**ASSIGNED TASK**
Would you print the data below exactly, leaving out every picture?

BEGIN AVAILABLE RECORDS

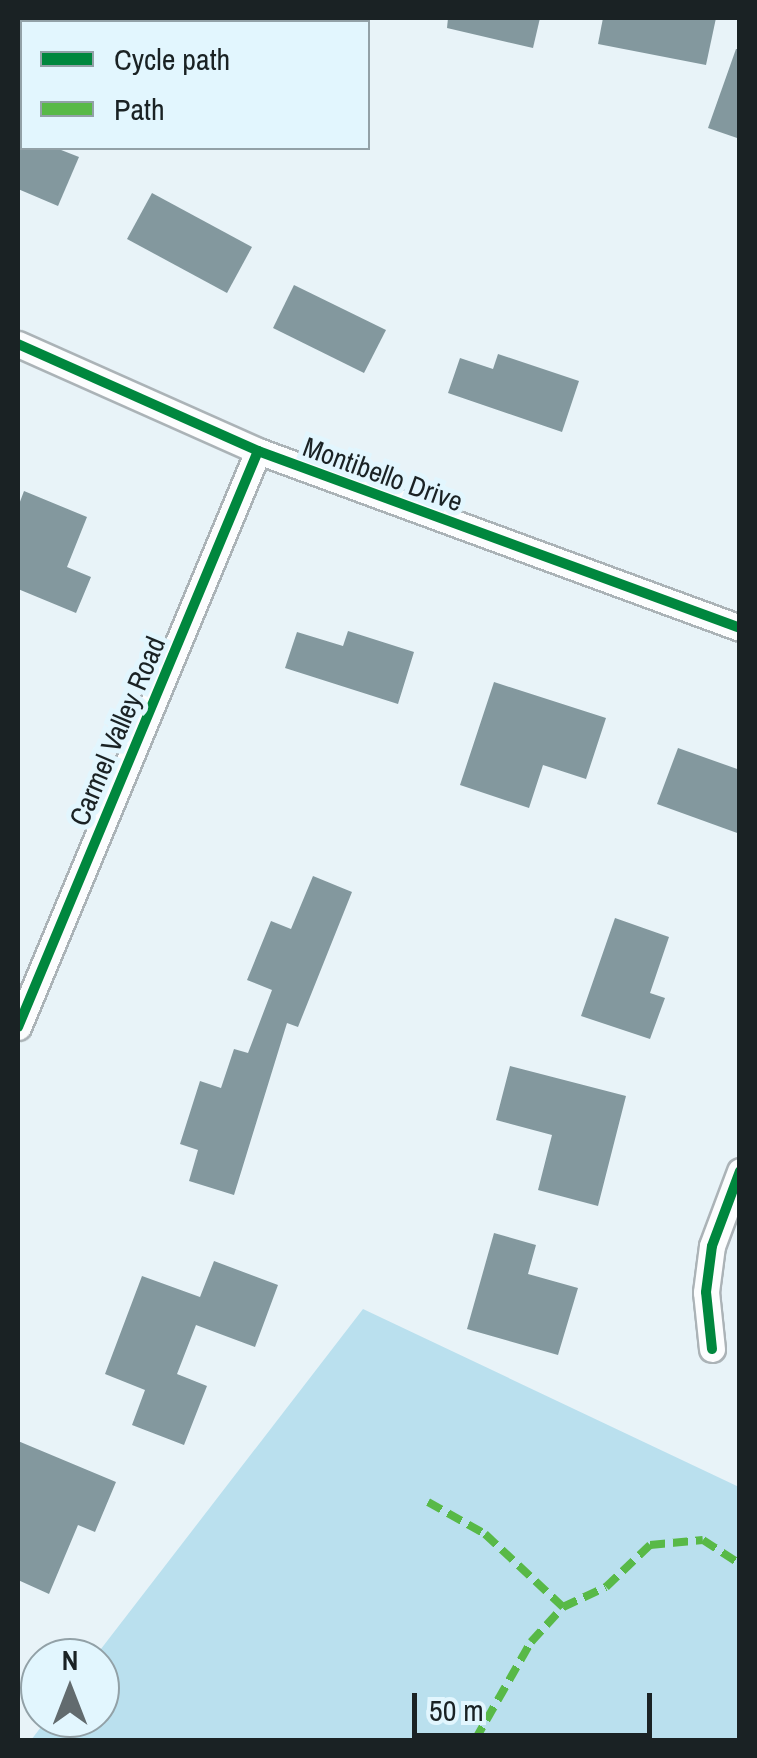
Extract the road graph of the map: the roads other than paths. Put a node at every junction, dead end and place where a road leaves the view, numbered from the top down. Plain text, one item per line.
1 (18, 344) edge
2 (258, 451) junction
3 (740, 628) edge
4 (18, 1027) edge
5 (740, 1171) edge
6 (712, 1350) dead end

1 - 2 street, Montibello Drive
2 - 3 street, Montibello Drive
2 - 4 street, Carmel Valley Road
5 - 6 street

END AVAILABLE RECORDS

**RESPONSE FOR THIS EXERCISE**
Extract the road graph of the map: the roads other than paths. Put a node at every junction, dead end and place where a road leaves the view, numbered from the top down. Plain text, one item per line.
1 (18, 344) edge
2 (258, 451) junction
3 (740, 628) edge
4 (18, 1027) edge
5 (740, 1171) edge
6 (712, 1350) dead end

1 - 2 street, Montibello Drive
2 - 3 street, Montibello Drive
2 - 4 street, Carmel Valley Road
5 - 6 street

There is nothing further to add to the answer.